Division Chief of the IMF Research Department, Daniel Leigh, highlighted the impact of Nigeria’s economic reforms, including exchange rate adjustments, which have led to a surge in inflation rate to 33.2 percent in March.
Nigeria’s inflation rate rose to 33.2 percent according to recent data released by the National Bureau of Statistics.
Also, the food inflation rate increased to over 40 per cent in the first quarter of 2024.
Leigh stated, “We see inflation declining to 23 per cent next year and then 18 percent in 2026.”
This is however different from the fund’s prediction of a new single-digit (15.5 per cent ) inflation rate for 2025 which it predicted last year.
He further elaborated on Nigeria’s economic growth, which is expected to rise from 2.9 percent last year to 3.3 percent this year, attributing this expansion to the recovery in the oil sector, improved security, and advancements in agriculture due to better weather conditions and the introduction of dry season farming.
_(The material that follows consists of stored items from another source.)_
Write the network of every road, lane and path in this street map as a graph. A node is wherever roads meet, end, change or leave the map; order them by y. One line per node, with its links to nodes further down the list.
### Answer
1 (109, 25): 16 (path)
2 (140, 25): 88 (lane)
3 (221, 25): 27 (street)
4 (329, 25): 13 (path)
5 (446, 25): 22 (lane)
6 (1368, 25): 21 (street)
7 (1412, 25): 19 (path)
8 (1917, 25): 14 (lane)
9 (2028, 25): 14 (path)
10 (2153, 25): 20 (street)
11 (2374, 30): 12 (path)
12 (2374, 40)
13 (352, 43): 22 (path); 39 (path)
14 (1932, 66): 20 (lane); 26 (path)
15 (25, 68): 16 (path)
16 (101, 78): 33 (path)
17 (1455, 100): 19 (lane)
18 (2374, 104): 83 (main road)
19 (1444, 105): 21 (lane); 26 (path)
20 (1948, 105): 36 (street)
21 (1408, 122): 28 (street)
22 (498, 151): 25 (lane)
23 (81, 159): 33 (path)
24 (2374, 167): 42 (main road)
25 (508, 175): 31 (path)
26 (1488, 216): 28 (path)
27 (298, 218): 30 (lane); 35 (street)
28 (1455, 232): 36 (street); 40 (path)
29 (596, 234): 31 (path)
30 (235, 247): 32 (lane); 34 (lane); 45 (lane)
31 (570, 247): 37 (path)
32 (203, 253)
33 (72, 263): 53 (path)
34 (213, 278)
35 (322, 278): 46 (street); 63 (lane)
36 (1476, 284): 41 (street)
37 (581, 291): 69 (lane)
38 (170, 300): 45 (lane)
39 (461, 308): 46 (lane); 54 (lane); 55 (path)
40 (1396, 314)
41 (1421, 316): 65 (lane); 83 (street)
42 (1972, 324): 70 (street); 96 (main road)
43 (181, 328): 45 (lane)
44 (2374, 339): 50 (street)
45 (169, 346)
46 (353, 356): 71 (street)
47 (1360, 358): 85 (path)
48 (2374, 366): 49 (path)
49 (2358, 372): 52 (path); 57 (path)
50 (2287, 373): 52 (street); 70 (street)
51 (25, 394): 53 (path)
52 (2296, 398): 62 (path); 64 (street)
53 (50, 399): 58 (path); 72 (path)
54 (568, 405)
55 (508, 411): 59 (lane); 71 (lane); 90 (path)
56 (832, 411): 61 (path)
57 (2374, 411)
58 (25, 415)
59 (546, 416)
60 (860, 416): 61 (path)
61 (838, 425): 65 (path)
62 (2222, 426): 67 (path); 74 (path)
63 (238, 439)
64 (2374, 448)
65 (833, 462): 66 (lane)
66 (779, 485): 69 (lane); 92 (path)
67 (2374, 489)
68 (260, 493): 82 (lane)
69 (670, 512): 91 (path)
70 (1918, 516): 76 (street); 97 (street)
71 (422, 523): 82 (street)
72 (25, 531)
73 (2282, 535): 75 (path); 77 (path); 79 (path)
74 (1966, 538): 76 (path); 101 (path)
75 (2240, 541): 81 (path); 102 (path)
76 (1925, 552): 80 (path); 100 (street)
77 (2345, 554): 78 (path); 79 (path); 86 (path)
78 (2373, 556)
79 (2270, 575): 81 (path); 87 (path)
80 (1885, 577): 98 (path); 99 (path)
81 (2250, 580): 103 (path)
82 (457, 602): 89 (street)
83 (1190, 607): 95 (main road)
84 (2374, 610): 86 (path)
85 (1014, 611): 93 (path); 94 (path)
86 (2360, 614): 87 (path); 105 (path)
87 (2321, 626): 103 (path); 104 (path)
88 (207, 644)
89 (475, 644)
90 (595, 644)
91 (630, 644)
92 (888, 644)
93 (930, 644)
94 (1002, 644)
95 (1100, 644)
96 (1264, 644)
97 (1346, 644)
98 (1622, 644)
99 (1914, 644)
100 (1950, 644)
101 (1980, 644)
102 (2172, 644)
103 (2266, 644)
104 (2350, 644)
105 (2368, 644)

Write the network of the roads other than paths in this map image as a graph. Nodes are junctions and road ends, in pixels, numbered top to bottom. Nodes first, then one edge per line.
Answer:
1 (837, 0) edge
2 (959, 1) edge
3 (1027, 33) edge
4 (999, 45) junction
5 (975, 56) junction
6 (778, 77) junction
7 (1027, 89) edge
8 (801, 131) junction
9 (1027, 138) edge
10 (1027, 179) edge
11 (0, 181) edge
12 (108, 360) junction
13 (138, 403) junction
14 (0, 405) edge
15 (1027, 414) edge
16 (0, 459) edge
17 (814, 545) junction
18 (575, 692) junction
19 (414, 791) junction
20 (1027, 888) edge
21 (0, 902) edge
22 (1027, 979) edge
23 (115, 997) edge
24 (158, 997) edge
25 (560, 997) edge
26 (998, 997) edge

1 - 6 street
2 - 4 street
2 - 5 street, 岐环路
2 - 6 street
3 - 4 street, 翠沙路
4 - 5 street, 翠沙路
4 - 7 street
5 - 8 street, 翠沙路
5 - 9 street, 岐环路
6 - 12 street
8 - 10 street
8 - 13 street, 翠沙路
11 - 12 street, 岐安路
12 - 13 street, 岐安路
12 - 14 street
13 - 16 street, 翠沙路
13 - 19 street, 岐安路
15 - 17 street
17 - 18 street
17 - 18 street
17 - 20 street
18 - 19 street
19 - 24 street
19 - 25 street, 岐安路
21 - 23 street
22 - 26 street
The IMF official also noted a broad-based increase in Nigeria’s financial and IT sectors.
“Inflation has increased, reflecting the reforms, the exchange rate, and its pass-through into other goods from imports to other goods,” Leigh explained.
He added that the IMF revised its inflation projection for the current year to 26 percent but emphasised that tight monetary policies and significant interest rate increases during February and March are expected to curb inflation.
An official of the IMF Research Department, Pierre Olivier Gourinchas commented on the global economic landscape, mentioning that oil prices have risen partly due to geopolitical tensions, and services inflation remains high in many countries.
Despite Nigeria’s inflation target of six to nine percent being missed for over a decade, Gourinchas stressed that bringing inflation back to target should be the priority.
He warned of the risks posed by geo-economic fragmentation to global growth prospects and the need for careful calibration of monetary policy.
“Trade linkages are changing, and while some economies could benefit from the reconfiguration of global supply chains, the overall impact may be a loss of efficiency, reducing global economic resilience,” Gourinchas said.
He also emphasised the importance of preserving the improvements in monetary, fiscal, and financial policy frameworks, particularly for emerging market economies, to maintain a resilient global financial system and prevent a permanent resurgence in inflation.